-- Dataset --
---*---

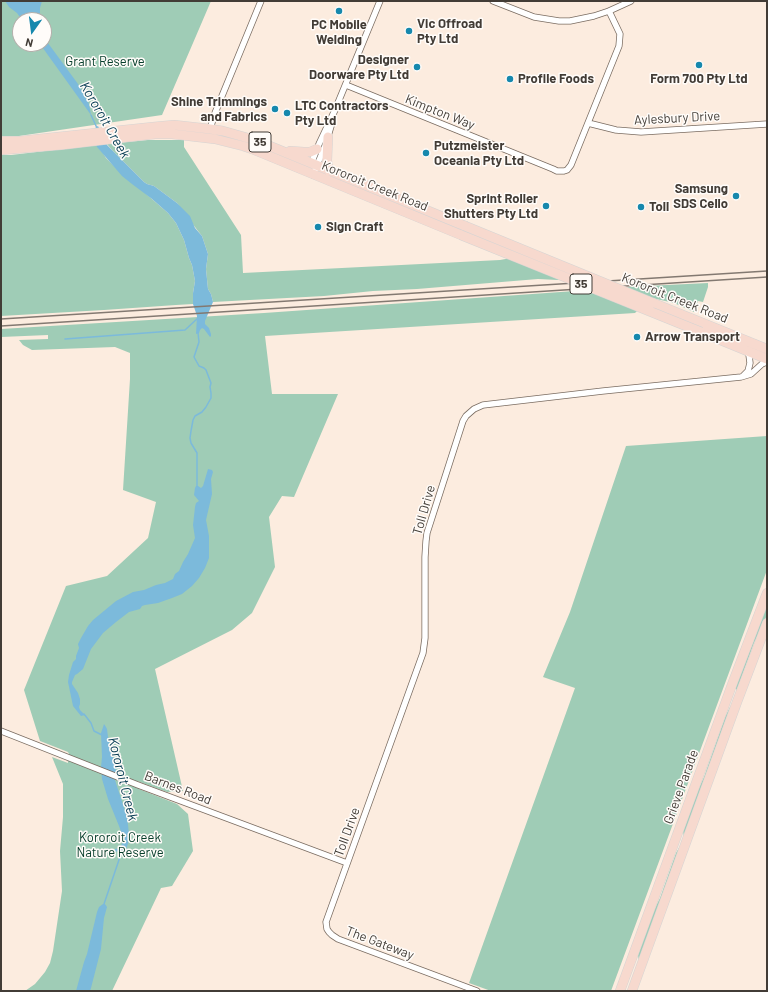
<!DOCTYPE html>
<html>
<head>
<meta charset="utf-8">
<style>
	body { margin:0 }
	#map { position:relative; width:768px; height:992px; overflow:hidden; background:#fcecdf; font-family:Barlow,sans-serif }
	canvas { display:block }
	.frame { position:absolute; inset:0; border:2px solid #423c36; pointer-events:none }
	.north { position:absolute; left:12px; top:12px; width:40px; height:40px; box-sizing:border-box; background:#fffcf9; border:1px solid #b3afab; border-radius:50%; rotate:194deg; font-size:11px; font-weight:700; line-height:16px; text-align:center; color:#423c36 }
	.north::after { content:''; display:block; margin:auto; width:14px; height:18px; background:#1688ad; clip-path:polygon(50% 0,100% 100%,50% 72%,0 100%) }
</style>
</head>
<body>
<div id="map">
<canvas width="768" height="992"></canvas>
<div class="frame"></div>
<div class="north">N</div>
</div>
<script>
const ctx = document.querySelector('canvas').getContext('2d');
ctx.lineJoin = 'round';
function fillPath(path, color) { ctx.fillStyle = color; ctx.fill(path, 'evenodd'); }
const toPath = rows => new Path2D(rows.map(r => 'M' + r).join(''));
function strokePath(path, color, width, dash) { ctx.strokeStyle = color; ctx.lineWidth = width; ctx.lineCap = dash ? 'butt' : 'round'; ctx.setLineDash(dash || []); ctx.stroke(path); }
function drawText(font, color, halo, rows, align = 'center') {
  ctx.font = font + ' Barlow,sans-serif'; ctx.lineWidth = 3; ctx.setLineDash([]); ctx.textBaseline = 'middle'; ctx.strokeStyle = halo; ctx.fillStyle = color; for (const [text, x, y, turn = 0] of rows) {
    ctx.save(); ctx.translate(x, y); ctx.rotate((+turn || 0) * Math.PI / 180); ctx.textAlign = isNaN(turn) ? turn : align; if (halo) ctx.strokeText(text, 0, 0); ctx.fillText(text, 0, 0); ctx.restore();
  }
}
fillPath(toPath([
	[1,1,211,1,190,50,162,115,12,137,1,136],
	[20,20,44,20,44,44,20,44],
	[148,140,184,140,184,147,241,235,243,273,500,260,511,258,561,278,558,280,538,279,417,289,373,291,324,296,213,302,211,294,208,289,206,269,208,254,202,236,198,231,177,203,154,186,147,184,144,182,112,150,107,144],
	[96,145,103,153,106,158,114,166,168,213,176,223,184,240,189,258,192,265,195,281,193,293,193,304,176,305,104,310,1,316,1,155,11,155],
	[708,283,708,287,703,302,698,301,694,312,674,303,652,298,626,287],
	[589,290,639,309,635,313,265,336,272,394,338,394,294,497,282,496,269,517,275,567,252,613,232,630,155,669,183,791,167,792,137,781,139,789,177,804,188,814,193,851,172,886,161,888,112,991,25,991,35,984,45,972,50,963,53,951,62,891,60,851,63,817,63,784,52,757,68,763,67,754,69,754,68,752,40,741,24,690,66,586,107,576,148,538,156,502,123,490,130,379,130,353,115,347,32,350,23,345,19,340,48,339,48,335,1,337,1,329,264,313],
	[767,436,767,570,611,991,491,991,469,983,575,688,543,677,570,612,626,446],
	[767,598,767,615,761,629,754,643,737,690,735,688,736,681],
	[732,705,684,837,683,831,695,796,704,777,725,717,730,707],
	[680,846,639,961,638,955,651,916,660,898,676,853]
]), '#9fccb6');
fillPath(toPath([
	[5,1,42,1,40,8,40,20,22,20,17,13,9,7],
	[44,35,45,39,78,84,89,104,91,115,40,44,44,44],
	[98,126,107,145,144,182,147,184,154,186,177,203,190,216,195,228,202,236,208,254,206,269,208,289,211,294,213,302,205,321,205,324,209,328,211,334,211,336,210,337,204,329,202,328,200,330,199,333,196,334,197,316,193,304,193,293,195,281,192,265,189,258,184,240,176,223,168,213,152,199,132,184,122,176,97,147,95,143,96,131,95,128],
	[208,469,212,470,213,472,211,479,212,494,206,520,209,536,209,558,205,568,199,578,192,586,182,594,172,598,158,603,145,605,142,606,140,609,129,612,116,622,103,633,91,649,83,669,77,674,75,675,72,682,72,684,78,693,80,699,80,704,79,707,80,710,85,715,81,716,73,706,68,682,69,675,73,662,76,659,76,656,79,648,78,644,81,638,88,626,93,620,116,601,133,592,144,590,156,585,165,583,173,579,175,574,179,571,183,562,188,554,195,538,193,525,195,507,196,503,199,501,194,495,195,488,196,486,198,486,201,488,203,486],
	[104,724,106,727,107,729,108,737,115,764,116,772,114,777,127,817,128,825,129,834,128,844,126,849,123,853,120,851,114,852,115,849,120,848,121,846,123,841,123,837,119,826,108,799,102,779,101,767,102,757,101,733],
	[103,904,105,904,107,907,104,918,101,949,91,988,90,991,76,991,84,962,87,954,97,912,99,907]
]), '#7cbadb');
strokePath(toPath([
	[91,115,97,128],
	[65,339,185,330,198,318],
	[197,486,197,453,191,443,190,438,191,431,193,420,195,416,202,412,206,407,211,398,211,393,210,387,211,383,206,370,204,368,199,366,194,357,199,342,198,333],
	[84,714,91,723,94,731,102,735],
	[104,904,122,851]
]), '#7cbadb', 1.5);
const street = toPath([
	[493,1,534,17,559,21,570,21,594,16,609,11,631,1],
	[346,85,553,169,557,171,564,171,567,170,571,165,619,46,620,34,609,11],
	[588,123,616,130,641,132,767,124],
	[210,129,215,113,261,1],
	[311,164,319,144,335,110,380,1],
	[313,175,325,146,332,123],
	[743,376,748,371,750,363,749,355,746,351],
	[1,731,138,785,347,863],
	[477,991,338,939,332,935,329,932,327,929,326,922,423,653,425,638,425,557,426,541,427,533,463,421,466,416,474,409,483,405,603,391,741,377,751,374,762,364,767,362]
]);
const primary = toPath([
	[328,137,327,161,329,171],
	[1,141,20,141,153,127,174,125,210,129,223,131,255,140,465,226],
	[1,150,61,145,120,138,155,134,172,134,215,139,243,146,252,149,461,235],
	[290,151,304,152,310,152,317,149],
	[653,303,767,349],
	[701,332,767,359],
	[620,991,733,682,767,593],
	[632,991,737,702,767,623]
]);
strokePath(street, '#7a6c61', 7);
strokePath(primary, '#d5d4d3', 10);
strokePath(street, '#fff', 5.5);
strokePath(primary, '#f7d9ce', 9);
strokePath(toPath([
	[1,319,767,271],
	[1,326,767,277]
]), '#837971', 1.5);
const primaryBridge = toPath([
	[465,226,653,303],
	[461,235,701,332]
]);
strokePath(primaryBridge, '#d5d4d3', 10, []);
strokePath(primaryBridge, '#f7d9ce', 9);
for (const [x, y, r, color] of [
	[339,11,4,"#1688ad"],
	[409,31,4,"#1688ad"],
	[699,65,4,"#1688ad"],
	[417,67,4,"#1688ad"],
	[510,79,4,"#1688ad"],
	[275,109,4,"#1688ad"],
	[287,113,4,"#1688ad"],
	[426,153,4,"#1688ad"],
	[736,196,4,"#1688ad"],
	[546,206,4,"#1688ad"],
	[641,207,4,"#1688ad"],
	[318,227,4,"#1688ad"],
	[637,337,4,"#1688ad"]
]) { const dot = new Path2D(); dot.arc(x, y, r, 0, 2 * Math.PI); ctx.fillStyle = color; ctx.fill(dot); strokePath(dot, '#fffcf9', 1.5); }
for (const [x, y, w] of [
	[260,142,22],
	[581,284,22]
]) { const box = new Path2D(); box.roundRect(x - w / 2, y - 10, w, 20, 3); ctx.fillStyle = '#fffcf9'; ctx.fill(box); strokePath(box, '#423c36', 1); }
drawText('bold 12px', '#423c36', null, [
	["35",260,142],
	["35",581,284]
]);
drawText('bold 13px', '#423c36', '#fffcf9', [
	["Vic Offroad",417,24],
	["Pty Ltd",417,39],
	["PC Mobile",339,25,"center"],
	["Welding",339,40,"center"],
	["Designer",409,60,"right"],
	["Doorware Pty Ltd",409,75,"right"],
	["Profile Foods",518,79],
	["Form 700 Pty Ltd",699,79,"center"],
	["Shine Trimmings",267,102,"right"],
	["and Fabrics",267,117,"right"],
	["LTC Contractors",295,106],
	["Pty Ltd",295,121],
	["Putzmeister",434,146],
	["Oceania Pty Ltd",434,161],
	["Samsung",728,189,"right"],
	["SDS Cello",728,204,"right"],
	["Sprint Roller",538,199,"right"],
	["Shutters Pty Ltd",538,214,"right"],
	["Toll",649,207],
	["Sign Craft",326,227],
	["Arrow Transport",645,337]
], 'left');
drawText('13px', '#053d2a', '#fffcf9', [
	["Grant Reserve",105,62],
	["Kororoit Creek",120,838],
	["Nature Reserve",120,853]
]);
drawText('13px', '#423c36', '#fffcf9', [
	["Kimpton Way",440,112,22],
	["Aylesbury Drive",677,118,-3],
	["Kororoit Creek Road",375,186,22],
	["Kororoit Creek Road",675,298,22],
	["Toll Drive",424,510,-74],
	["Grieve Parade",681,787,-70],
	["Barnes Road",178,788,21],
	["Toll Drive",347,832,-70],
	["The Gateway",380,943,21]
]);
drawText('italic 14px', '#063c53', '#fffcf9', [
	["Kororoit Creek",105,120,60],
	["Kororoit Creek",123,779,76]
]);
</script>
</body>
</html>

---*---

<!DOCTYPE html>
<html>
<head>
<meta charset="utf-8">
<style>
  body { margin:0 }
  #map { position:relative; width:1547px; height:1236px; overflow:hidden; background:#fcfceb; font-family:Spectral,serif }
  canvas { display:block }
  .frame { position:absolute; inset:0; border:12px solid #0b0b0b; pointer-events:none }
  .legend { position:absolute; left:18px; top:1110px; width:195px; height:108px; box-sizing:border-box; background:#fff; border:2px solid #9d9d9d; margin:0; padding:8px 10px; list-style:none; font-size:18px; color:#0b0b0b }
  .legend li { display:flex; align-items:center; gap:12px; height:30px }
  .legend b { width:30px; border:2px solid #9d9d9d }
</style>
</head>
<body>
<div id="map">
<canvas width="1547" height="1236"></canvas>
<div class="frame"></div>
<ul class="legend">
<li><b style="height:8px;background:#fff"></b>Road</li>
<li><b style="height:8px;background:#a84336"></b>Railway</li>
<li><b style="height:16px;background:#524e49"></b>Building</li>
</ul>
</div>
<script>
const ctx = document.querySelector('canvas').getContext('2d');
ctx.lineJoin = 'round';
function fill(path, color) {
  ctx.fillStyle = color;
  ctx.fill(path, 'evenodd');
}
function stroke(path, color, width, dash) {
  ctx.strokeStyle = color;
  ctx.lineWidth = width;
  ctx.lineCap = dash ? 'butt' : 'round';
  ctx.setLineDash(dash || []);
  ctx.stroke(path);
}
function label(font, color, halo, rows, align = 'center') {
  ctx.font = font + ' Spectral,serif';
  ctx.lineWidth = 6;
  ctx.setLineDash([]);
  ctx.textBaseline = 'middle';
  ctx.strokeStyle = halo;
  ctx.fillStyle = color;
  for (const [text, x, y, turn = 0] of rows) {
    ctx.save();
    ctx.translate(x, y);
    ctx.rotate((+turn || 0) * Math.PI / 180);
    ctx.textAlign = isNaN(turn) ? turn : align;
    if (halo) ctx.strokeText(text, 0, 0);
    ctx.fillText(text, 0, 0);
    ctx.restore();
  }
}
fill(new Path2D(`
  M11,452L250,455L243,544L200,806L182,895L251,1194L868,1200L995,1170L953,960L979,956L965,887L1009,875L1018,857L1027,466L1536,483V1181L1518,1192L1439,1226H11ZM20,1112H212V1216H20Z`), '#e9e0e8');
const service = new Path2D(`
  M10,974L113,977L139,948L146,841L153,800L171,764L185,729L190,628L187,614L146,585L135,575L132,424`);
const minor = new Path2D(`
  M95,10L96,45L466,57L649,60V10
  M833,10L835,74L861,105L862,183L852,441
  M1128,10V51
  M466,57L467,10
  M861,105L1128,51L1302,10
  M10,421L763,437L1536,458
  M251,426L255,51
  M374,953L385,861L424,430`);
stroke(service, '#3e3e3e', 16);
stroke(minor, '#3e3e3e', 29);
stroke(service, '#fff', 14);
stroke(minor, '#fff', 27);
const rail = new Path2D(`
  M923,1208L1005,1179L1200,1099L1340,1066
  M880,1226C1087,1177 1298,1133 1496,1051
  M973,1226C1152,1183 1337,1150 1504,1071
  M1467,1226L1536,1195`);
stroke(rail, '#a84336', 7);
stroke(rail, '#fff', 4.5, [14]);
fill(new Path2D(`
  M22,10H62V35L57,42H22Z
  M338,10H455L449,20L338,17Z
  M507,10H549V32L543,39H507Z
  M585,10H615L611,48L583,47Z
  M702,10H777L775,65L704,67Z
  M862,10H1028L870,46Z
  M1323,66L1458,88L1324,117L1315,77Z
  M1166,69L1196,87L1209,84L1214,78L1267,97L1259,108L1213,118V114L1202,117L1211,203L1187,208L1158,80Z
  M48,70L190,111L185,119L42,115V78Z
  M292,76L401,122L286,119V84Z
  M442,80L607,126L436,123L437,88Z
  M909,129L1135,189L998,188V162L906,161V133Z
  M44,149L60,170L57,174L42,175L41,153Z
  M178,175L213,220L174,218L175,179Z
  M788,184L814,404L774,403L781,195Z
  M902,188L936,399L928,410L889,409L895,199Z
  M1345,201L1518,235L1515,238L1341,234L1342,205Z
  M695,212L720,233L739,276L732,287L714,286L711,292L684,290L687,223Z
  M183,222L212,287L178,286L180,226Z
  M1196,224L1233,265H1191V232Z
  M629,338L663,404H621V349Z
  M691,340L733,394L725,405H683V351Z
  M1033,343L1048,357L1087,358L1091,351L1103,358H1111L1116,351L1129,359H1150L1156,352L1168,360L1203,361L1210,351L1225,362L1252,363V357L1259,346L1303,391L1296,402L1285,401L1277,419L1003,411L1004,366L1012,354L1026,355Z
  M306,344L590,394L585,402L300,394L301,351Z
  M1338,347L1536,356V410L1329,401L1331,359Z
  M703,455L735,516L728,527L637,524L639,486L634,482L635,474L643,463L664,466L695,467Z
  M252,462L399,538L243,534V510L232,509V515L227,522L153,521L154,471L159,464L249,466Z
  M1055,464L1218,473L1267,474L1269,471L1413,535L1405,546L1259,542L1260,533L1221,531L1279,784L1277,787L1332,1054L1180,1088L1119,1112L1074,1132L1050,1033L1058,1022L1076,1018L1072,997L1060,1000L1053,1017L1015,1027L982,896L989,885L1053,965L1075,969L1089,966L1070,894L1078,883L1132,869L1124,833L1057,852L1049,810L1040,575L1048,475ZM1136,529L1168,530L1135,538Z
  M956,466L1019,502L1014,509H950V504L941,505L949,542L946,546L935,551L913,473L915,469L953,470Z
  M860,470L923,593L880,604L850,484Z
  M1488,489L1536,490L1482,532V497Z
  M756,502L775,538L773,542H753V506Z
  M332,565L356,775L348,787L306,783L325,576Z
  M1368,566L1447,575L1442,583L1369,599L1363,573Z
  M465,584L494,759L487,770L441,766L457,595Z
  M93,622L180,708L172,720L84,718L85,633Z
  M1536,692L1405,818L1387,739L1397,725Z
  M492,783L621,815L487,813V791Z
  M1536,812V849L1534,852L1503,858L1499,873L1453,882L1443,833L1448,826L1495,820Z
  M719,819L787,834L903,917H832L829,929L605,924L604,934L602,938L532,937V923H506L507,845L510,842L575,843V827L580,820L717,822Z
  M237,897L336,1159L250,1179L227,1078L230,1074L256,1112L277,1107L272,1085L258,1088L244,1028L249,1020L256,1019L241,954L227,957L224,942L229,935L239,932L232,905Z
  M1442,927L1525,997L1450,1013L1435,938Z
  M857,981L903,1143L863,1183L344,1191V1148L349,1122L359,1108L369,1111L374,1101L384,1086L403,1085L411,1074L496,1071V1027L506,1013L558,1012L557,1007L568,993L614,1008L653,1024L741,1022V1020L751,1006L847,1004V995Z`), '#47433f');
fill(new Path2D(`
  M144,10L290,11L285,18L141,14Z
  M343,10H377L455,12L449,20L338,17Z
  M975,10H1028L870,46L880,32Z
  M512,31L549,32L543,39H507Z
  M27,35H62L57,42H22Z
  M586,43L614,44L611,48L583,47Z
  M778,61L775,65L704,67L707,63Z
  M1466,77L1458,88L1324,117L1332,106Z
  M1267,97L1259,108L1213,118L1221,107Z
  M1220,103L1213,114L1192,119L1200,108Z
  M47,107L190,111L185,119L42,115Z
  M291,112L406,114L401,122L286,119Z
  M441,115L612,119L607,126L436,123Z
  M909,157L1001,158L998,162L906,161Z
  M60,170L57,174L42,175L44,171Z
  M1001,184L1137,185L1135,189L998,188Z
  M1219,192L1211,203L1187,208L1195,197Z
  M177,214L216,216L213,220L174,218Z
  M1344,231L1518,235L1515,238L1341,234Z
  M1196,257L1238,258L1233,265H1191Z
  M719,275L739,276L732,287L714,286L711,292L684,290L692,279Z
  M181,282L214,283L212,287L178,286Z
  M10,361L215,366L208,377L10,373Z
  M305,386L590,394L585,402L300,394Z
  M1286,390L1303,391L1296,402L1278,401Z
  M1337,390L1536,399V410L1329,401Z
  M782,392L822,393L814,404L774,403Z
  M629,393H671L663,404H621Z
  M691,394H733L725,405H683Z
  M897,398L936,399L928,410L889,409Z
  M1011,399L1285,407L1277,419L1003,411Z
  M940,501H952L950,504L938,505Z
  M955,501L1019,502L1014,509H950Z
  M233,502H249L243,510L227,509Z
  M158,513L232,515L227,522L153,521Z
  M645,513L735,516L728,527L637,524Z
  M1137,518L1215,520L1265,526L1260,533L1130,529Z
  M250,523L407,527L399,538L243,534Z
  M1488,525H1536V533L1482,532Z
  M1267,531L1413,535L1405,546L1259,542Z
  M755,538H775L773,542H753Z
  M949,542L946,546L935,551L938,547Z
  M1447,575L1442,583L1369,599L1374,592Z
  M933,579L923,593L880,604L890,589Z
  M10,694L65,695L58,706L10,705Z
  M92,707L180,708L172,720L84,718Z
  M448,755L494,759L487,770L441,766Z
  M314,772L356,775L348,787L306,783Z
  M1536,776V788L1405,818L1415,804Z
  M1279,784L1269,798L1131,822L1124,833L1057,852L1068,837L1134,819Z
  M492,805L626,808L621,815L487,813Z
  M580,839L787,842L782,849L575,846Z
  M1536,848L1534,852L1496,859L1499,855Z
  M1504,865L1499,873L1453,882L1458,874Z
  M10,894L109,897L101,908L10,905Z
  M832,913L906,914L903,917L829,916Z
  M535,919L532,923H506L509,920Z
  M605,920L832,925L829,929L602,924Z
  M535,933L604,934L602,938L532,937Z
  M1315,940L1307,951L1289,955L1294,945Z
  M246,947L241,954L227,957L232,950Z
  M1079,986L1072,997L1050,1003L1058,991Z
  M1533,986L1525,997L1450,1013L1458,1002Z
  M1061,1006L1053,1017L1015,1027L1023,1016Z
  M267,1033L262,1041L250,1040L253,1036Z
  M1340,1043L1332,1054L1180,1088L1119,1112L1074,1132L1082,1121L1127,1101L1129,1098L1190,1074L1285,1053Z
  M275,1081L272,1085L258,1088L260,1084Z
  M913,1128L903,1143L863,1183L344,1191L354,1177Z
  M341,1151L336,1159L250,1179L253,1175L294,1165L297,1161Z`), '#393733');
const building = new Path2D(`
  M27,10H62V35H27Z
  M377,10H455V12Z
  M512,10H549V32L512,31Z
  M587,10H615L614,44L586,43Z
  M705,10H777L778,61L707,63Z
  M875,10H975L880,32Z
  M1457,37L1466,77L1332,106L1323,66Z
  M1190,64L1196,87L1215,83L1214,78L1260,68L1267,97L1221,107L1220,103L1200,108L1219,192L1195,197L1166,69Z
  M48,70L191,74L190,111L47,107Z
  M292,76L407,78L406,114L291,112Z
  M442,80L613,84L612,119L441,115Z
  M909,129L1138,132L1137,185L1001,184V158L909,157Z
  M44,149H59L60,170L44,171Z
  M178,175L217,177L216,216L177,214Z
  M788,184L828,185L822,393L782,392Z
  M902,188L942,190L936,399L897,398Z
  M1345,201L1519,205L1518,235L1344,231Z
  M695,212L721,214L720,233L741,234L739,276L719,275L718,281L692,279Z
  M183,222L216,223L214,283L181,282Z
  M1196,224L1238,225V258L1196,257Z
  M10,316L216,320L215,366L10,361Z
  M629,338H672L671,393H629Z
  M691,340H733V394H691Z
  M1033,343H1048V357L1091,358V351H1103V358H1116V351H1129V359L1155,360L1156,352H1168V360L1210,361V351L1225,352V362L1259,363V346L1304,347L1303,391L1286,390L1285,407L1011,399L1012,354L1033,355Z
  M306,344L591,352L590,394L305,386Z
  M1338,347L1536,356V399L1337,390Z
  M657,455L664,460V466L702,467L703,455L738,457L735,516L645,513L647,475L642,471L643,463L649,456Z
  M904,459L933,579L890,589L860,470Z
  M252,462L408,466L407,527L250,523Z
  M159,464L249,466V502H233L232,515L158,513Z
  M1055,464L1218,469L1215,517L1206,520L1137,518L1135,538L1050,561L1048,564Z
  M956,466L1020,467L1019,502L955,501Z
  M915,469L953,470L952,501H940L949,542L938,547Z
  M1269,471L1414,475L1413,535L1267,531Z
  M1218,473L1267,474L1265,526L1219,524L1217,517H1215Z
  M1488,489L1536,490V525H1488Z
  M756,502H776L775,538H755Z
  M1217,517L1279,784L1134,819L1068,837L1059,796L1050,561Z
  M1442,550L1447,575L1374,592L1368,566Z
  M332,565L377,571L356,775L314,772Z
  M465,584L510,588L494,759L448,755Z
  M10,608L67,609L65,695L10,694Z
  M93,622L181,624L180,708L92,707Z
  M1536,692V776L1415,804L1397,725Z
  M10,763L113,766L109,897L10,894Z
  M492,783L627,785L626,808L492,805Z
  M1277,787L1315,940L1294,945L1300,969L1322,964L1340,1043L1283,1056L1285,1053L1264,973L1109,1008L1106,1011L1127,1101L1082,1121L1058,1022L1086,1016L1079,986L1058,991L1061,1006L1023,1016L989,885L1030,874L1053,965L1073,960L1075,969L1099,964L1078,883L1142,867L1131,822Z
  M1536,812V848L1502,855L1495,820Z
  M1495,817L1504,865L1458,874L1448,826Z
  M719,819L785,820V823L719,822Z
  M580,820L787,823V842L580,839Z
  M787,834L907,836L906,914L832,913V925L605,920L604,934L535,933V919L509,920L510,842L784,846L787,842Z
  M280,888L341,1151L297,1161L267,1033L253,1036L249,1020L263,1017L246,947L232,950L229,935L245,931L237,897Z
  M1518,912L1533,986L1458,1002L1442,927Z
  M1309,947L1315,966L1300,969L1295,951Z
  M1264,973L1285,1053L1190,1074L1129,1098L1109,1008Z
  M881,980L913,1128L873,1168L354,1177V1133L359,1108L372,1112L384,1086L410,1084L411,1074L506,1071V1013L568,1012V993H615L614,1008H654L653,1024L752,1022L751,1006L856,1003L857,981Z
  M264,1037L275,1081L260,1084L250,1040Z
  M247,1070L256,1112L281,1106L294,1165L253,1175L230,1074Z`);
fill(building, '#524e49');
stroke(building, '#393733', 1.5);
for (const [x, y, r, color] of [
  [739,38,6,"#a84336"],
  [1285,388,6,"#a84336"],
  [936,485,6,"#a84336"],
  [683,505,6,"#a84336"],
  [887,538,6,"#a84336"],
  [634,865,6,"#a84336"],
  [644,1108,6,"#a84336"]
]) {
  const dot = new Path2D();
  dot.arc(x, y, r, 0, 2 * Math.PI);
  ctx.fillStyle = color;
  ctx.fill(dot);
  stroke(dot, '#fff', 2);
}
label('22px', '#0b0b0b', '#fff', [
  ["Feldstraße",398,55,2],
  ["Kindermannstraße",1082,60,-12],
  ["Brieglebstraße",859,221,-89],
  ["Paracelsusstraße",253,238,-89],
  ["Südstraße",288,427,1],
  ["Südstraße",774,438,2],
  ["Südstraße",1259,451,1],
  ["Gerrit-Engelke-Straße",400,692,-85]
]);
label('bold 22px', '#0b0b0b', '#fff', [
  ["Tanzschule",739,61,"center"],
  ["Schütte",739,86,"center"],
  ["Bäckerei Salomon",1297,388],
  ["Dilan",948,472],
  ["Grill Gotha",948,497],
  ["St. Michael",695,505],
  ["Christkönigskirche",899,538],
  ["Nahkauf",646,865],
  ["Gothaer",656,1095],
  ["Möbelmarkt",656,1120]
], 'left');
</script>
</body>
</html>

---*---

-- Aim of the exercise --
The lines to copy are those above that contain "textBaseline".

-- Answer to this problem --
  ctx.font = font + ' Barlow,sans-serif'; ctx.lineWidth = 3; ctx.setLineDash([]); ctx.textBaseline = 'middle'; ctx.strokeStyle = halo; ctx.fillStyle = color; for (const [text, x, y, turn = 0] of rows) {
  ctx.textBaseline = 'middle';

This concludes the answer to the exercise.